Go line by line through the listing below and copy those that hold "card".

- _Extracted entries_:

== Segment start ==

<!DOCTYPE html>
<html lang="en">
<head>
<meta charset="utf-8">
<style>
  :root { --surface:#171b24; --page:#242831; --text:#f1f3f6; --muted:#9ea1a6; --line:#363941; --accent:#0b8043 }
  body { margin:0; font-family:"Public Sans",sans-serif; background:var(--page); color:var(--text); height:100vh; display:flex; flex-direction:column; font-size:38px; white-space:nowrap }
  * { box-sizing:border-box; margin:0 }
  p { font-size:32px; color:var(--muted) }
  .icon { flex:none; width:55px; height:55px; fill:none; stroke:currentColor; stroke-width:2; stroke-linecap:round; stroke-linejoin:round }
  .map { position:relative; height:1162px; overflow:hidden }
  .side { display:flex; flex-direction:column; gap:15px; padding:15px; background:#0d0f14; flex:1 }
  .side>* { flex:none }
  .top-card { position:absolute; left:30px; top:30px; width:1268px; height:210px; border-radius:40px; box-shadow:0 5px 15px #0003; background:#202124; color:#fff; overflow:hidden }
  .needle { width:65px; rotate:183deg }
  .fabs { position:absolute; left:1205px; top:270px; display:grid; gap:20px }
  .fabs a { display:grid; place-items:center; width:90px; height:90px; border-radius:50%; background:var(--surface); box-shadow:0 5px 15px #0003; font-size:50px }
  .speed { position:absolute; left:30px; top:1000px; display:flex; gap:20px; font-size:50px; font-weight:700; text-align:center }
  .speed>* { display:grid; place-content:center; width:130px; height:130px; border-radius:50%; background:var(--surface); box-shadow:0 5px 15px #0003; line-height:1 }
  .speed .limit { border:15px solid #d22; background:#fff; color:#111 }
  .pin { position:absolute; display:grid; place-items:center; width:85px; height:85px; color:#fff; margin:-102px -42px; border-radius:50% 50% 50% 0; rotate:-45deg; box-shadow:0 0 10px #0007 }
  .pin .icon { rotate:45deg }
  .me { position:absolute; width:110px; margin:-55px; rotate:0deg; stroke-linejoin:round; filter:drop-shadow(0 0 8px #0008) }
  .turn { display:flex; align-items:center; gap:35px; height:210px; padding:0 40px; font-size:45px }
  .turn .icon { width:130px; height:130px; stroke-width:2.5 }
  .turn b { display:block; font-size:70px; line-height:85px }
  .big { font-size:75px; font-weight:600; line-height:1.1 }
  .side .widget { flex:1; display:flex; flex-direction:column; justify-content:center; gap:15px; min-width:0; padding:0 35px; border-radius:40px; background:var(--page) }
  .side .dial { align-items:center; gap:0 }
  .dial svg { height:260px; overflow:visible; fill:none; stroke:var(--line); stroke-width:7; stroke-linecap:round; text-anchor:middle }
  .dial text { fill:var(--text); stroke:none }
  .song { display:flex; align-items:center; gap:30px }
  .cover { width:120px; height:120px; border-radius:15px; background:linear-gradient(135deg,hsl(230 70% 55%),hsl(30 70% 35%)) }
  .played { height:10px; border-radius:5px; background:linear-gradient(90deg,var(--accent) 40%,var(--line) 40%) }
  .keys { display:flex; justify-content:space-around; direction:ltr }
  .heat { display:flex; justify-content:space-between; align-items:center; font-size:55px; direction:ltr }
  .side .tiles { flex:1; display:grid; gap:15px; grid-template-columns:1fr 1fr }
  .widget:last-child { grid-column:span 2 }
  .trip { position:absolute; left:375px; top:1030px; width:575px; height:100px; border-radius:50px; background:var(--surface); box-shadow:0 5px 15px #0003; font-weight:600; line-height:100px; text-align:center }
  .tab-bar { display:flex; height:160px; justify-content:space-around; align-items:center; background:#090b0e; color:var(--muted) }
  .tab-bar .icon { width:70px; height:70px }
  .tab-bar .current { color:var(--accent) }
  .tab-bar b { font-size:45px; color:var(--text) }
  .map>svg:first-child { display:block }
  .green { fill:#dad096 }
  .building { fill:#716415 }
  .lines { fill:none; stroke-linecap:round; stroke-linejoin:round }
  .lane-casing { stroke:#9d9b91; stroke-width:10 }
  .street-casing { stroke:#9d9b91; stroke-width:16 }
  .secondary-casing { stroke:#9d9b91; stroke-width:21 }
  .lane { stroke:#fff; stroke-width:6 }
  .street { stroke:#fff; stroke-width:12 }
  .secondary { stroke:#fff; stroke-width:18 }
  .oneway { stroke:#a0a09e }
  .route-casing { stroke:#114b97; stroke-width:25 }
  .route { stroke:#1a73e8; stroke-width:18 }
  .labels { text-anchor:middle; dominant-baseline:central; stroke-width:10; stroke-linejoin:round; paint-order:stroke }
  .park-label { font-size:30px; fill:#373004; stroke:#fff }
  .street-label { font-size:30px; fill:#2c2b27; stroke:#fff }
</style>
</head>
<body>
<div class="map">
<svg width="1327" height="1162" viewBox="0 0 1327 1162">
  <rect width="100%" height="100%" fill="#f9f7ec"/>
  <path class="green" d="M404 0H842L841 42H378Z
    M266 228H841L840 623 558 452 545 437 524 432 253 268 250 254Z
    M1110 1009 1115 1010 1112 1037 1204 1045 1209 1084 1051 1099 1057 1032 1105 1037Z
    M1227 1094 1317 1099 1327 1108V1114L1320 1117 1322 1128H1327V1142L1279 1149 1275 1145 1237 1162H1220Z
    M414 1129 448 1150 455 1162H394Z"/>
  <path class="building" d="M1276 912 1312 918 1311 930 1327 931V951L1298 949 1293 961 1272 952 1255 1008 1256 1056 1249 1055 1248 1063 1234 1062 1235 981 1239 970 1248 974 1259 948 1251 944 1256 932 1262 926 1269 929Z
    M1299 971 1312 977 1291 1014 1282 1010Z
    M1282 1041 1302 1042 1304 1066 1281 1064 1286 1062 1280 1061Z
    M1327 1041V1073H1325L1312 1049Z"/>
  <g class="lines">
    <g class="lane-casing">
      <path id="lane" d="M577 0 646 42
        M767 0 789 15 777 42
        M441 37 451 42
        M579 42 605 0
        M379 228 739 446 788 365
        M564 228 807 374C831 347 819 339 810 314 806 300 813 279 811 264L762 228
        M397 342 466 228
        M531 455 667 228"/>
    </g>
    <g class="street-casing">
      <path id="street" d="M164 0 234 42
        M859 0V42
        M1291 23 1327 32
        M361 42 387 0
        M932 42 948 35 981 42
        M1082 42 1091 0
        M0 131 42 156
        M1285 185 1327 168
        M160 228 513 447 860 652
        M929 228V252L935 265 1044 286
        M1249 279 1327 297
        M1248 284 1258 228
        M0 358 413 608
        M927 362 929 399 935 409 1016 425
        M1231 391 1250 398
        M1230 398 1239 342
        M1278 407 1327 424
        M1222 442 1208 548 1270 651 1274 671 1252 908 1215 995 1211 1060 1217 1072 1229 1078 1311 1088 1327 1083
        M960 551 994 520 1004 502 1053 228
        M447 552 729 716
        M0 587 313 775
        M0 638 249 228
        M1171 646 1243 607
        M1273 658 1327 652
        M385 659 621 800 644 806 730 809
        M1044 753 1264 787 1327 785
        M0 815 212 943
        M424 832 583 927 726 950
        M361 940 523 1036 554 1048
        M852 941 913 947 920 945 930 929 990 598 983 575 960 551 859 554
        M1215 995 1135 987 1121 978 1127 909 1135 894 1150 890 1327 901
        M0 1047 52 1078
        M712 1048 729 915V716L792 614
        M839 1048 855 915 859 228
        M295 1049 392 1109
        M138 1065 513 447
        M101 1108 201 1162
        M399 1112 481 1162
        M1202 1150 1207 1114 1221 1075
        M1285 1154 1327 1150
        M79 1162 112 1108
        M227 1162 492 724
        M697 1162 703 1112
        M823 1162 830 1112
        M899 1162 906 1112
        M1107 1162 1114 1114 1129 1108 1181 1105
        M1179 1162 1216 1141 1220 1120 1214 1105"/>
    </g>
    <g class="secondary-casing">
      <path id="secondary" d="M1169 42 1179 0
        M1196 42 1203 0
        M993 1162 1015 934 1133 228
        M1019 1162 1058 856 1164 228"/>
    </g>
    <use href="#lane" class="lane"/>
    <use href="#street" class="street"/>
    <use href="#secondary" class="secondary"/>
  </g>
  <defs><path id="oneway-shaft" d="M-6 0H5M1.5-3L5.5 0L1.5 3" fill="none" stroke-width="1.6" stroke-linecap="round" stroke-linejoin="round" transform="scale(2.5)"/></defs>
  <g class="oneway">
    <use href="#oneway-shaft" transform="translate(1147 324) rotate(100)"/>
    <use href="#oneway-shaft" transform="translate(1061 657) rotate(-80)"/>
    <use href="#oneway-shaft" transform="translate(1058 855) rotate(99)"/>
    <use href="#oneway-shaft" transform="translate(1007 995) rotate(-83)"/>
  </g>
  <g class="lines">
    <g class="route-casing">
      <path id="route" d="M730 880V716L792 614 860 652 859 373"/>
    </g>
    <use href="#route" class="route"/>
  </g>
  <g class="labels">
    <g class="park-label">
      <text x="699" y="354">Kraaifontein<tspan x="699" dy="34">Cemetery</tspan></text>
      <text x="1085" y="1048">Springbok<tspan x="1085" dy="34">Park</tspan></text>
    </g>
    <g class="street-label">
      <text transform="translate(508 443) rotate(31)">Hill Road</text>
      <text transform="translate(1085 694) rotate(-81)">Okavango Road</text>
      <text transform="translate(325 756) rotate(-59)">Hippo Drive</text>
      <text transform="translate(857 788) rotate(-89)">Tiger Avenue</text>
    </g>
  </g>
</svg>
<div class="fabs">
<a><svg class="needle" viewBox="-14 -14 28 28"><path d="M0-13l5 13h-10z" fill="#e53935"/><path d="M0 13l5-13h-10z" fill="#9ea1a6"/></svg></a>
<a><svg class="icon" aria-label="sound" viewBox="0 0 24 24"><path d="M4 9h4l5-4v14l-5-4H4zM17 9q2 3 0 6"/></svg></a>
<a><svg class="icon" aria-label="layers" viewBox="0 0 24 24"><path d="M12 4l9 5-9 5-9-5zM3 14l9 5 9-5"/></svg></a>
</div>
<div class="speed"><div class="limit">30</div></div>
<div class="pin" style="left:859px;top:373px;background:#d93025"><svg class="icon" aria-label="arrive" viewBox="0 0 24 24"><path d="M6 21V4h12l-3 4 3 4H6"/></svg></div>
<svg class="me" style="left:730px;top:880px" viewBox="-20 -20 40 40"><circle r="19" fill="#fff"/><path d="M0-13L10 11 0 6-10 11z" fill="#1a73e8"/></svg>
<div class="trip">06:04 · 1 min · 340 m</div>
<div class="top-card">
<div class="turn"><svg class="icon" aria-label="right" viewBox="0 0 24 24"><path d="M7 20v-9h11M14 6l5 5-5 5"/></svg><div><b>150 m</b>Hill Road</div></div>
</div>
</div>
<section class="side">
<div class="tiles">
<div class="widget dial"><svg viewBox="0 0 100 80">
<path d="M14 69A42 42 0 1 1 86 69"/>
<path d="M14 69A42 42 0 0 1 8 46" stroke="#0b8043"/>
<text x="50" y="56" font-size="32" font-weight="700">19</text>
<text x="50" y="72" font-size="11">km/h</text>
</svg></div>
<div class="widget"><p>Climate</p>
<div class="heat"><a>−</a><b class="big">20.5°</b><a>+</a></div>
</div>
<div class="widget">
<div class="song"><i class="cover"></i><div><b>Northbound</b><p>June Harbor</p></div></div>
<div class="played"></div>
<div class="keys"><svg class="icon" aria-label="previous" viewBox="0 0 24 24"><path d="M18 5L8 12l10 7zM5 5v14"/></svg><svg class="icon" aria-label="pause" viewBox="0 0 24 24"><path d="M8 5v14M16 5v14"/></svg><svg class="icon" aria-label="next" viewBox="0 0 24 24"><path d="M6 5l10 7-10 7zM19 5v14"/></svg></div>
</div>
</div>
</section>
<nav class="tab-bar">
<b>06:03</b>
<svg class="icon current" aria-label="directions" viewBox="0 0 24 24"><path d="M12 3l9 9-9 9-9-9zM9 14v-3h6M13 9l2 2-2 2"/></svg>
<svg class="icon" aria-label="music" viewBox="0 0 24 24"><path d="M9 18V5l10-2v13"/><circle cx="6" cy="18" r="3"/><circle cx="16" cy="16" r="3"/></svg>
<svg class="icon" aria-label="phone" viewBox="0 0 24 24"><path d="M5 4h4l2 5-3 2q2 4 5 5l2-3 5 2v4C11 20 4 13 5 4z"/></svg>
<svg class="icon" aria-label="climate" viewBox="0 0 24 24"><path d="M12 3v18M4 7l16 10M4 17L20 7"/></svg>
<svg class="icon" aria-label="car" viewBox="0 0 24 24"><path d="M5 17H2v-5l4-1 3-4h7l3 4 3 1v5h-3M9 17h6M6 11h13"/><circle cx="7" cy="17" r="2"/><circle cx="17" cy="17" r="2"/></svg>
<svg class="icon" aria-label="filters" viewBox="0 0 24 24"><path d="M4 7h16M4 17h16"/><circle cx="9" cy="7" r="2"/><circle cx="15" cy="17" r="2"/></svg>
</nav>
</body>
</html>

== Segment end ==

- _Written solution_:
  .top-card { position:absolute; left:30px; top:30px; width:1268px; height:210px; border-radius:40px; box-shadow:0 5px 15px #0003; background:#202124; color:#fff; overflow:hidden }
<div class="top-card">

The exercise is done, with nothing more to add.